Künstler | Zaz |
Album | Recto Verso |
Label | Sony |
Erscheinungsjahr | 2013 |
Bewertung |
Es ist eine ziemlich erstaunliche Erfolgsgeschichte, die Zaz mit ihrem gleichnamigen Debütalbum hingelegt hat. In ihrem Heimatland Frankreich erreichte Isabelle Geffroy (so der eigentliche Name der ehemaligen Straßenmusikerin) damit die Spitze der Hitparade, was schon beachtlich genug ist. In Deutschland stieg die Platte im Herbst 2010 auf Platz 51 der Charts ein, was nur einem Bruchteil aller Veröffentlichungen aus dem Land unserer Nachbarn überhaupt gelingt. Doch dann entwickelte sich Zaz auch noch zu einem spektakulären Dauerbrenner: Insgesamt 105 Wochen hielt sich die Platte in den deutschen Charts, im September 2011 – also ein knappes Jahr nach dem ersten Auftauchen hierzulande – stand sie auf Platz 3. Eine halbe Million Exemplare wurden verkauft, das bedeutet Doppelplatinstatus.
Es ist nicht allzu schwer zu erklären, worin dabei das Erfolgsgeheimnis von Zaz liegt: Die 33-Jährige steht nicht nur für gute, mitunter virtuose Popmusik und ein Talent als außergewöhnliche Sängerin und Entertainerin, sondern für ein Lebensgefühl. Für alles, worum wir Frankreich beneiden. Für savoir vivre, das eben mehr bedeutet als Genuss. Für amour fou, die etwas anderes ist als Leidenschaft. Für Grandeur, die weit über die Bedeutung von Größe hinausgeht. Und für Esprit, der mit Witz eben nur unzureichend übersetzt ist.
Auch Recto Verso, das zweite Album von Zaz, verkörpert all das. On Ira, die erste Single und zugleich Auftakt der Platte, ist ein wunderbar schwungvolles Lied, wie es gut aufs letzte Album von Lena gepasst hätte, mit großer Leichtigkeit, aber auch einer Nuance Schwermut in der Stimme. Auch Gamine hat diese reizvolle Ambivalenz: Das Lied ist heiter und wird von Händeklatschen noch zusätzlich angetrieben, doch die Stimme dazu klingt zwar nicht kraftlos, aber doch ein wenig übernächtigt.

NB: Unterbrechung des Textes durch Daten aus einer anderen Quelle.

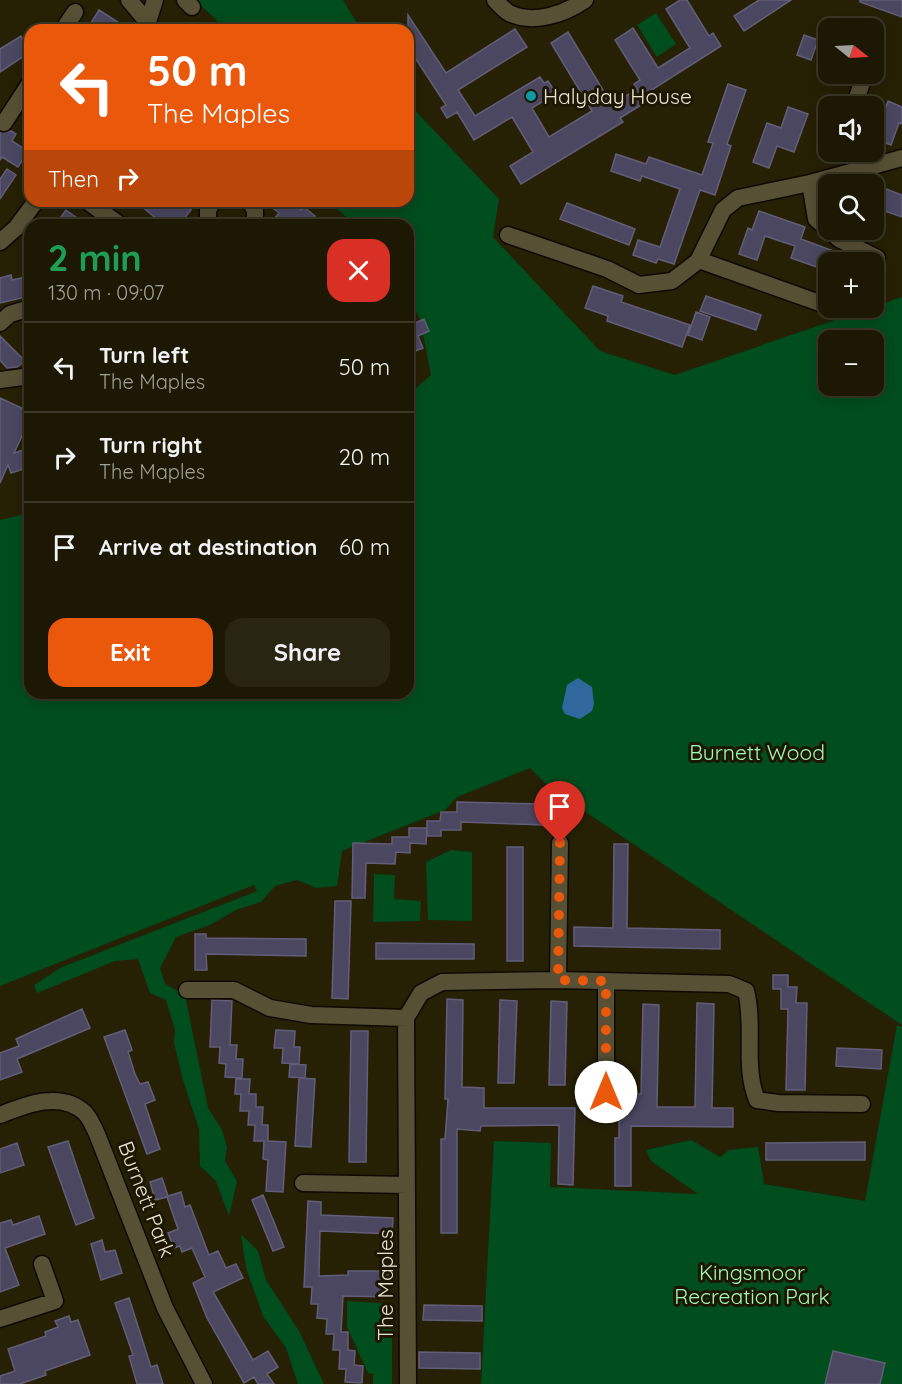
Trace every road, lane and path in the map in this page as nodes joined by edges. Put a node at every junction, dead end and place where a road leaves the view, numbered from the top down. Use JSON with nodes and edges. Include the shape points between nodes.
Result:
{"nodes":[{"id":1,"x":129,"y":0,"type":"edge"},
{"id":2,"x":155,"y":0,"type":"edge"},
{"id":3,"x":495,"y":0,"type":"edge"},
{"id":4,"x":585,"y":0,"type":"edge"},
{"id":5,"x":75,"y":12,"type":"dead end"},
{"id":6,"x":67,"y":24,"type":"edge"},
{"id":7,"x":145,"y":24,"type":"edge"},
{"id":8,"x":147,"y":24,"type":"edge"},
{"id":9,"x":24,"y":92,"type":"edge"},
{"id":10,"x":4,"y":123,"type":"dead end"},
{"id":11,"x":884,"y":158,"type":"edge"},
{"id":12,"x":902,"y":159,"type":"edge"},
{"id":13,"x":862,"y":162,"type":"edge"},
{"id":14,"x":810,"y":183,"type":"junction"},
{"id":15,"x":32,"y":207,"type":"edge"},
{"id":16,"x":95,"y":207,"type":"edge"},
{"id":17,"x":112,"y":219,"type":"edge"},
{"id":18,"x":508,"y":235,"type":"dead end"},
{"id":19,"x":0,"y":242,"type":"edge"},
{"id":20,"x":865,"y":252,"type":"edge"},
{"id":21,"x":699,"y":260,"type":"junction"},
{"id":22,"x":818,"y":302,"type":"edge"},
{"id":23,"x":24,"y":310,"type":"edge"},
{"id":24,"x":0,"y":323,"type":"edge"},
{"id":25,"x":24,"y":377,"type":"edge"},
{"id":26,"x":0,"y":380,"type":"edge"},
{"id":27,"x":560,"y":843,"type":"dead end"},
{"id":28,"x":558,"y":980,"type":"junction"},
{"id":29,"x":606,"y":981,"type":"junction"},
{"id":30,"x":187,"y":990,"type":"dead end"},
{"id":31,"x":406,"y":1018,"type":"junction"},
{"id":32,"x":606,"y":1092,"type":"dead end"},
{"id":33,"x":862,"y":1104,"type":"dead end"},
{"id":34,"x":0,"y":1115,"type":"edge"},
{"id":35,"x":303,"y":1183,"type":"dead end"},
{"id":36,"x":407,"y":1185,"type":"junction"},
{"id":37,"x":42,"y":1264,"type":"dead end"},
{"id":38,"x":0,"y":1319,"type":"edge"},
{"id":39,"x":204,"y":1384,"type":"edge"},
{"id":40,"x":408,"y":1384,"type":"edge"}],
"edges":[{"from":1,"to":7,"type":"street"},
{"from":2,"to":8,"type":"street"},
{"from":3,"to":4,"type":"street","via":[[509,13],[536,18],[564,14]]},
{"from":5,"to":6,"type":"street"},
{"from":9,"to":10,"type":"street"},
{"from":11,"to":12,"type":"street"},
{"from":13,"to":14,"type":"street"},
{"from":14,"to":20,"type":"street","via":[[816,219],[839,239]]},
{"from":14,"to":21,"type":"street","via":[[738,198],[723,210]]},
{"from":15,"to":19,"type":"street"},
{"from":16,"to":17,"type":"street"},
{"from":18,"to":21,"type":"street","via":[[607,269],[639,285],[672,281]]},
{"from":21,"to":22,"type":"street"},
{"from":23,"to":24,"type":"street","via":[[10,314]]},
{"from":25,"to":26,"type":"street"},
{"from":27,"to":28,"type":"street"},
{"from":28,"to":29,"type":"street"},
{"from":28,"to":31,"type":"street","via":[[442,982],[421,993]]},
{"from":29,"to":32,"type":"street"},
{"from":29,"to":33,"type":"street","via":[[729,984],[746,991],[751,1011],[750,1083],[757,1100]]},
{"from":30,"to":31,"type":"street","via":[[234,990],[270,1008],[311,1015]]},
{"from":31,"to":36,"type":"street","name":"The Maples"},
{"from":34,"to":39,"type":"street","name":"Burnett Park","via":[[34,1102],[63,1102],[86,1113],[165,1308]]},
{"from":35,"to":36,"type":"street"},
{"from":36,"to":40,"type":"street","name":"The Maples"},
{"from":37,"to":38,"type":"street","via":[[55,1301]]}]}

Zaz beweist auf Recto Verso eine enorme Bandbreite und lässt keinen Moment der Langeweile zu. Comme ci, comme ca (eines von drei Liedern, an denen sie auch mitgeschrieben hat) setzt auf Ragtime-Elemente, La lessive braucht nur Gitarre und Gesang, das jazzige Toujours wird ebenso federleicht wie flott, Oublie Loulou kommt als verspielter Swing daher.
In T’attends quoi wandelt Zaz auf den Spuren von Amy Winehouse, in Déterre liefert sich ihre Stimme am Ende ein feuriges Duell mit der E-Gitarre, La Lune wird ein sehr sexy sinnlicher Abschluss des Albums. J’ai tant escamoté klingt so sehr nach Frankreich (mit Walzertakt, Akkordeon, Tuba und allem drum und dran bis hin zur Jahrmarkt-Atmosphäre, in der das Lied mündet), dass es an keinem anderen Ort der Welt entstanden sein kann als direkt am Karussell unter dem Eiffelturm. Nous debout ist mit seiner ausgelassenen Sommerlaune noch so ein Lied, in dem man leben möchte.
Dazu bietet Zaz auf der Deluxe Version von Recto Verso auch noch drei (allerdings verzichtbare) Bonustracks an und eine DVD mit einem gut halbstündigen Making Of. Da kann man nur sagen: sehr gut und sehr großzügig. Pardon: très bien et très généreux.